Start of Input records
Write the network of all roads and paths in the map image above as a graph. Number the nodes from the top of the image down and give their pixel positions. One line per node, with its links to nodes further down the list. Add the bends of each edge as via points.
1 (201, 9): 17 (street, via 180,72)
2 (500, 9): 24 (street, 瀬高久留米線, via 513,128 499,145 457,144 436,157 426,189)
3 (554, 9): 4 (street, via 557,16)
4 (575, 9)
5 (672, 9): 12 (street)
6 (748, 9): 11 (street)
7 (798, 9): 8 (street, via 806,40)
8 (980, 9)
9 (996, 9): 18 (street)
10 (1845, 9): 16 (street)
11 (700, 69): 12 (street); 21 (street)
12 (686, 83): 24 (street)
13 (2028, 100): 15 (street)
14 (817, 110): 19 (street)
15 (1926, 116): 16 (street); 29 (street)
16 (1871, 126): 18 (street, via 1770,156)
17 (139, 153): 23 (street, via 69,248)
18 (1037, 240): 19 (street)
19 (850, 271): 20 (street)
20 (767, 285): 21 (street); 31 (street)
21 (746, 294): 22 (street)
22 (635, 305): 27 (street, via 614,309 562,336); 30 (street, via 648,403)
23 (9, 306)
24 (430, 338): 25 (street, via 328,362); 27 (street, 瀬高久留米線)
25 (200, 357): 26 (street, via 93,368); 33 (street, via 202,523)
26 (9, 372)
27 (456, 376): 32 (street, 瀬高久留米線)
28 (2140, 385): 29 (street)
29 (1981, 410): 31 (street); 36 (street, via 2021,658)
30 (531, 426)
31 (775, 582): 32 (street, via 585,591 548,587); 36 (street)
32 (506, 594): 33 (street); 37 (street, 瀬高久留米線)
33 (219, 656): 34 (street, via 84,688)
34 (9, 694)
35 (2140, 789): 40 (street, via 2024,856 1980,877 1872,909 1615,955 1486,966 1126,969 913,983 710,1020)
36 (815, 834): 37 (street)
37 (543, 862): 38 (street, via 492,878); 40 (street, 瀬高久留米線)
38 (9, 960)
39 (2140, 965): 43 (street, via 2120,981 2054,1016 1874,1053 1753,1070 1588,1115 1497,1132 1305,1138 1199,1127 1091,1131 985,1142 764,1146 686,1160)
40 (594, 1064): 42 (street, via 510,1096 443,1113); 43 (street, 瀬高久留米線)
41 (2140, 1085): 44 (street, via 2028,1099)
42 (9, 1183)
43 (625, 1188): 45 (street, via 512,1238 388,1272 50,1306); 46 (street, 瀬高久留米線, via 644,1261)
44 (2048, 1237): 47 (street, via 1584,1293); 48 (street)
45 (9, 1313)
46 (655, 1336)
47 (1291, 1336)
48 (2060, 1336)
End of Input records
Exercise objective:
The whole listing above must be copied exactly.

Written response:
Write the network of all roads and paths in the map image above as a graph. Number the nodes from the top of the image down and give their pixel positions. One line per node, with its links to nodes further down the list. Add the bends of each edge as via points.
1 (201, 9): 17 (street, via 180,72)
2 (500, 9): 24 (street, 瀬高久留米線, via 513,128 499,145 457,144 436,157 426,189)
3 (554, 9): 4 (street, via 557,16)
4 (575, 9)
5 (672, 9): 12 (street)
6 (748, 9): 11 (street)
7 (798, 9): 8 (street, via 806,40)
8 (980, 9)
9 (996, 9): 18 (street)
10 (1845, 9): 16 (street)
11 (700, 69): 12 (street); 21 (street)
12 (686, 83): 24 (street)
13 (2028, 100): 15 (street)
14 (817, 110): 19 (street)
15 (1926, 116): 16 (street); 29 (street)
16 (1871, 126): 18 (street, via 1770,156)
17 (139, 153): 23 (street, via 69,248)
18 (1037, 240): 19 (street)
19 (850, 271): 20 (street)
20 (767, 285): 21 (street); 31 (street)
21 (746, 294): 22 (street)
22 (635, 305): 27 (street, via 614,309 562,336); 30 (street, via 648,403)
23 (9, 306)
24 (430, 338): 25 (street, via 328,362); 27 (street, 瀬高久留米線)
25 (200, 357): 26 (street, via 93,368); 33 (street, via 202,523)
26 (9, 372)
27 (456, 376): 32 (street, 瀬高久留米線)
28 (2140, 385): 29 (street)
29 (1981, 410): 31 (street); 36 (street, via 2021,658)
30 (531, 426)
31 (775, 582): 32 (street, via 585,591 548,587); 36 (street)
32 (506, 594): 33 (street); 37 (street, 瀬高久留米線)
33 (219, 656): 34 (street, via 84,688)
34 (9, 694)
35 (2140, 789): 40 (street, via 2024,856 1980,877 1872,909 1615,955 1486,966 1126,969 913,983 710,1020)
36 (815, 834): 37 (street)
37 (543, 862): 38 (street, via 492,878); 40 (street, 瀬高久留米線)
38 (9, 960)
39 (2140, 965): 43 (street, via 2120,981 2054,1016 1874,1053 1753,1070 1588,1115 1497,1132 1305,1138 1199,1127 1091,1131 985,1142 764,1146 686,1160)
40 (594, 1064): 42 (street, via 510,1096 443,1113); 43 (street, 瀬高久留米線)
41 (2140, 1085): 44 (street, via 2028,1099)
42 (9, 1183)
43 (625, 1188): 45 (street, via 512,1238 388,1272 50,1306); 46 (street, 瀬高久留米線, via 644,1261)
44 (2048, 1237): 47 (street, via 1584,1293); 48 (street)
45 (9, 1313)
46 (655, 1336)
47 (1291, 1336)
48 (2060, 1336)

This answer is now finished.